As I sat outside, I reflected on my response to my sister.  It was a pretty good indicator of my naturally pessimistic bent.  The first thing I saw was the weeds.  I can do the same thing with my life.  When someone mentions how strong my faith is my first thought is about the ways that I'm faithless, the ways that I don't reflect Christ, or the areas where I need to grow.   Philippians 4:8 tells us to focus on whatever is true, noble, right, pure, lovely, admirable, praiseworthy, and excellent.  4:9 goes on to say that the God who gives us peace will be with us when when we put what we've learned into practice.  

I think it's been pretty easy for me to just accept my natural bent.  When someone calls me a pessimist I argue that I'm not a pessimist, I'm a realist.  But do I honor God and the multitude of ways that he blesses me throughout the day by being a realist who sees all the negatives most clearly?

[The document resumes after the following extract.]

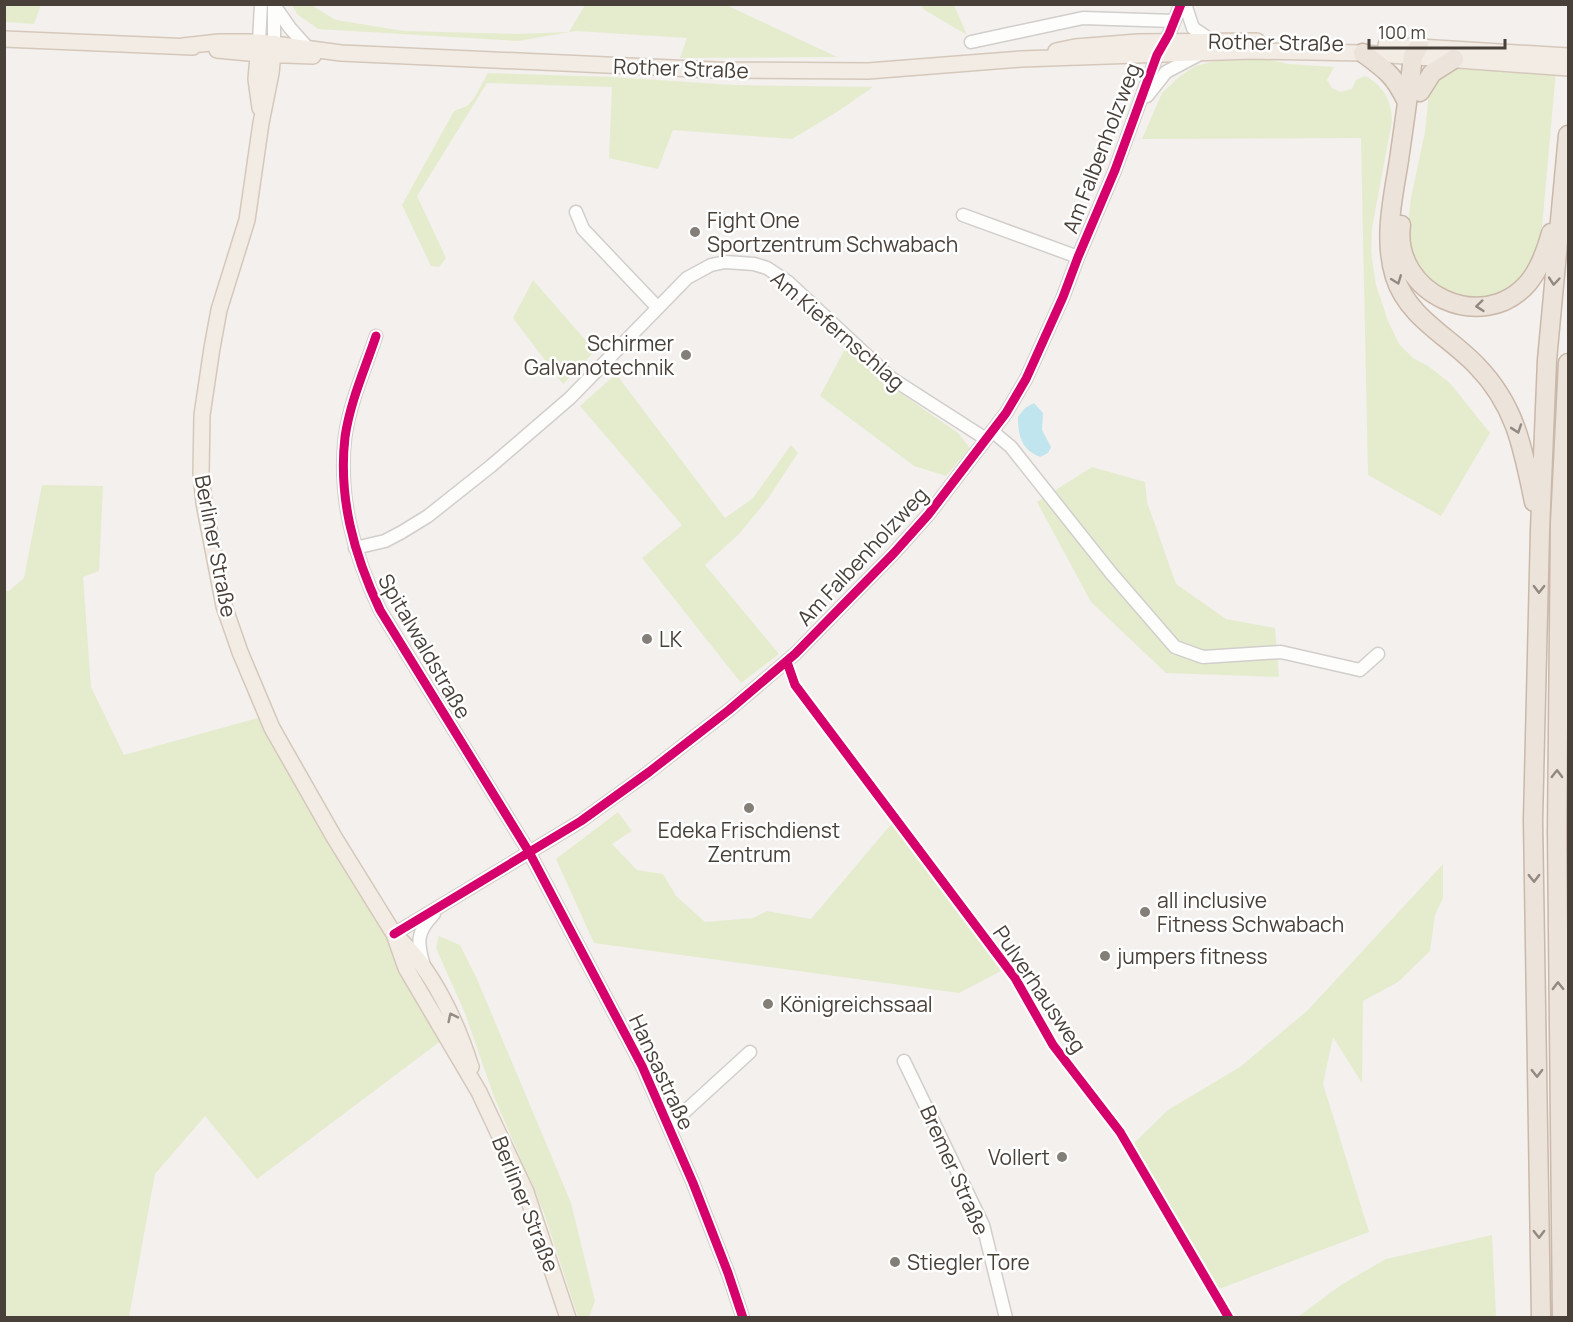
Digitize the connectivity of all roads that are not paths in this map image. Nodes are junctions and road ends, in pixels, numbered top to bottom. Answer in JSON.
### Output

As a realist can I change my natural bent to think about the real things that are lovely or admirable or any of the other qualities listed in Philippians 4:8 instead of the negative?  I think if it wasn't possible for everyone that it would just be listed as a suggestion for some people. Instead it's an exhortation, which means that it is advised or urged with a sense of earnestness or urgency.  Obviously, thinking on positive things is important to God.

It all comes down to my choices.  Every situation, every experience, can be viewed through either a positive or negative lens.   I want to be with the God who brings me peace, so I'm going to choose to think on things His way.

How about you?  What do you usually find yourself thinking/focusing on?  

Sunday, April 22, 2012

Never Enough

I'm part of the e-devotional team at my church.  Since I haven't posted anything on my blog for a while, I decided to follow my husband's example and post one of the devotionals I recently wrote.  If you want to listen to the message this was inspired by, go to EastLake Church and click on Invitation to a Second Chance Week 2 by Robert Flores.

Never Enough

Read: Galatians 6:4-5 (msg)

Reflect:  I went through a time when I felt like an accurate name for me would be “never enough.”  Everywhere I looked there were people who were more successful, attractive, healthier, better parents, less awkward…It carried over into my Christianity too.  I had friends who were super Christians in my eyes.  One had been on the mission field for several years and was eager for God to call them back (he did 4 years ago).  The other got up at 5 every morning to spend an hour in prayer before her family woke up.  They knew the bible and shared Christ with others better than I did, and I thought I needed to become more like them to please God. 
Pastor Robert reminded us that we can quit trying to be “good Christians” and we can stop comparing ourselves to others.  He emphasized that our right path and a healthy relationship with God has been designed by God especially for us.  It’s not going to look like anyone else’s because we aren’t exactly alike. 
God created each of us with a unique personality and giftings.  He knew us when he called us to follow him.  Whether we are spontaneous or methodical, introverted or extroverted; God has the perfect way to use our uniqueness.  My opinion of myself improved when I started asking God if he was pleased with me and what he wanted me to change instead of comparing myself to others. 

React:  Am I comparing myself instead of embracing the way God created me?  What is one way that I can embrace the unique path God has placed me on this week? 

Pray: God, help me to see myself through your eyes.  Help me to keep taking the baby steps you ask me to take as I walk the path you designed just for me.